Does the root tab contain any high levels of copper?? If it does contain high amounts, I wouldn't risk it. If it contains NPK, if it should be fine. Make sure the root tab is buried deep into the substrate.


----------



## Nat N (Jun 6, 2010)

I have had a look - unfortunately, they do not put any chemical content of their root tablets on the packaging... I am pretty sure, the tablets would have iron but not sure about copper. I will certainly bury them deep but still a bit worried about that a few seconds bit when I will be going through the water with the tablet...
I have an idea though: I will put the tablets in and then dose the tank immediately with the tap water treatment.
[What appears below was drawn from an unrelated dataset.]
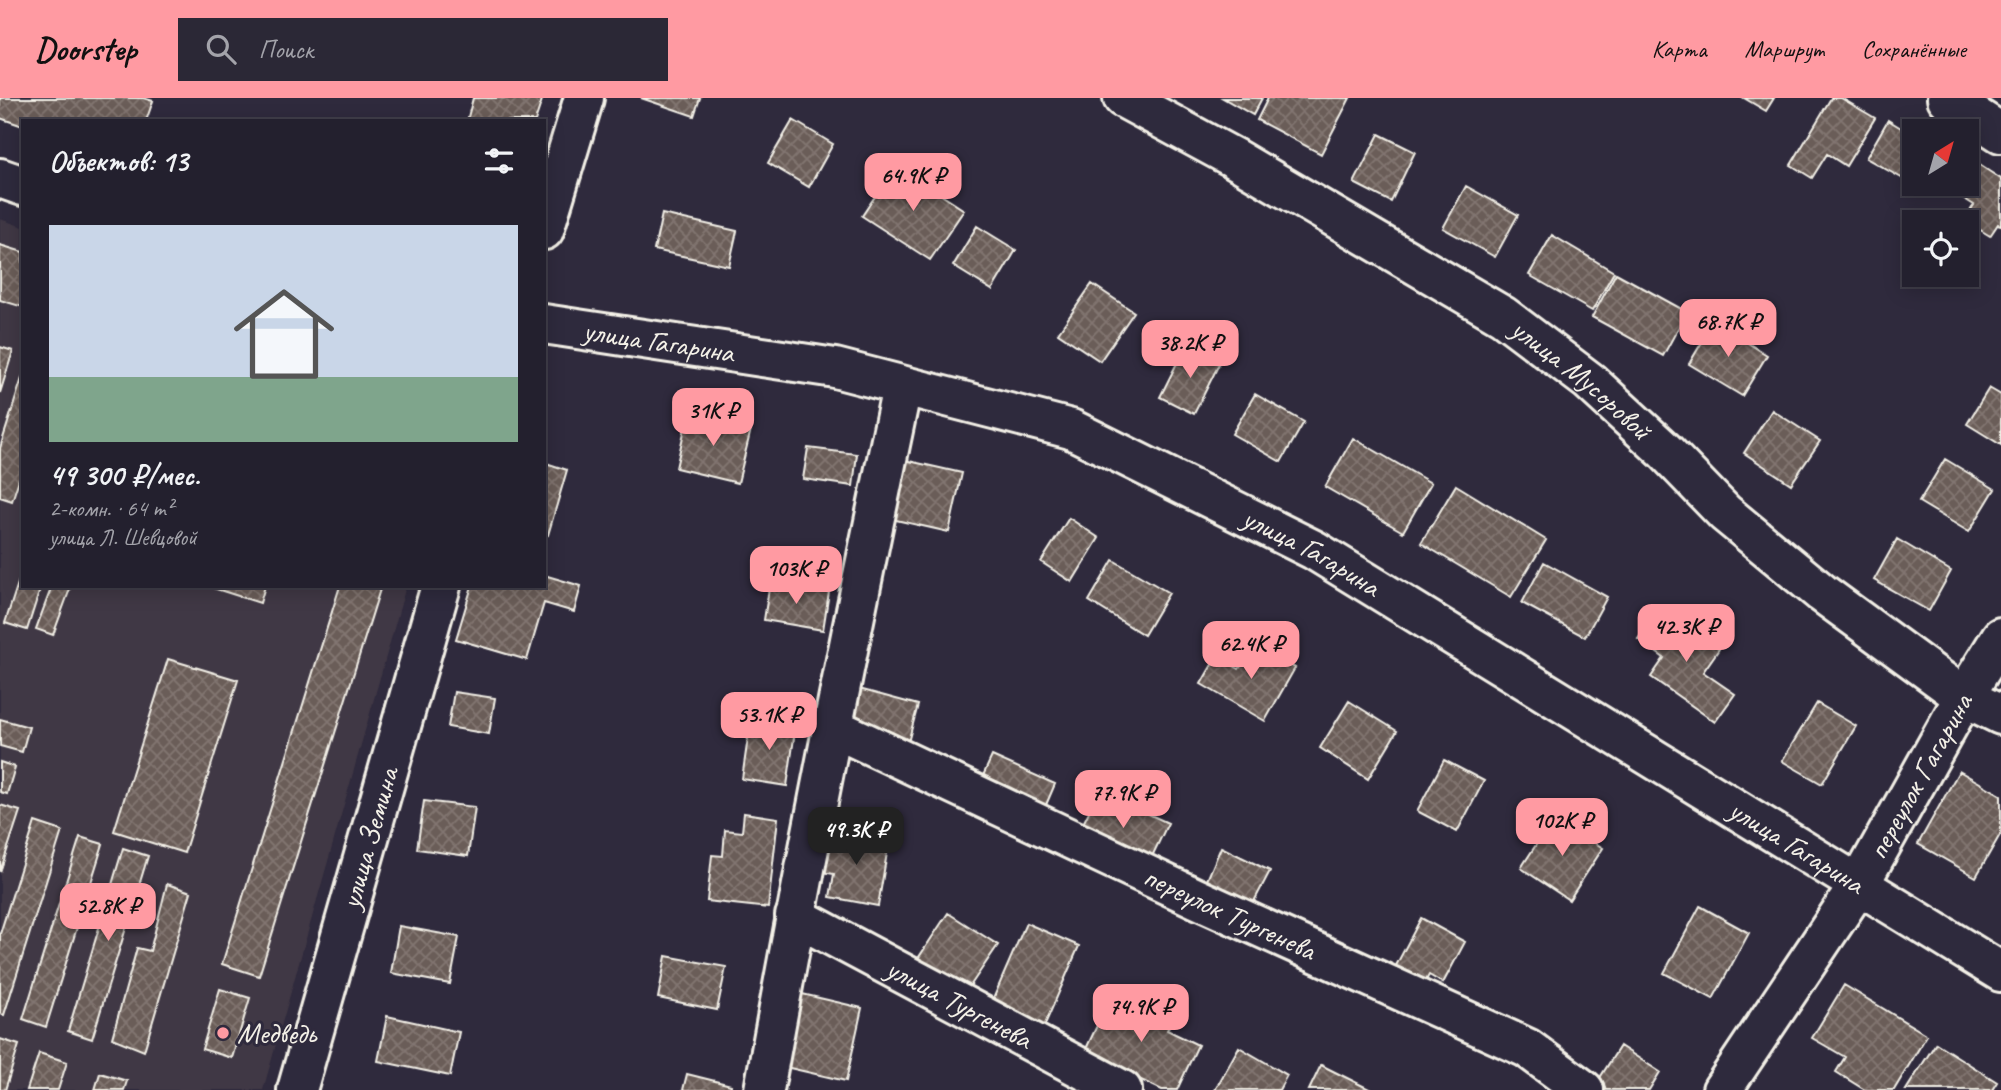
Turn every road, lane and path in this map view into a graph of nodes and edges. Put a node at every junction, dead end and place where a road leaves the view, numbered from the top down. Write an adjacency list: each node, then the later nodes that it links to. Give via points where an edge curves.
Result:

The one I use removes heavy metals in the water as well. So that sould work to an extent at least... And a water change afterwards maybe?...


----------



## NeonFlux (May 15, 2008)

Hmm.. it's a risk. Oh yeah, what kind of root tab by the way? What brand?


----------



## Nat N (Jun 6, 2010)

The brand is Tetra Plant Crypto - don't know if the name has any particular meaning but I did want to put something in for the Crypt I have there... 
I have already done this. So far no signs of anything bad... The tablets are pretty solid - they remained in one piece all the way down to the substrate. I also have a few fast growing plants in the tank and in theory whatever the water treatment turned into the chelated form should be picked up by plants quickly... Hopefully, this will work.


----------



## NeonFlux (May 15, 2008)

Yeah, I believe using those root tabs are fine now if they are specifically used as root tabs for planted aquariums. It should be safe. Just make sure it's deep in the substrate; it shouldn't be exposed.


----------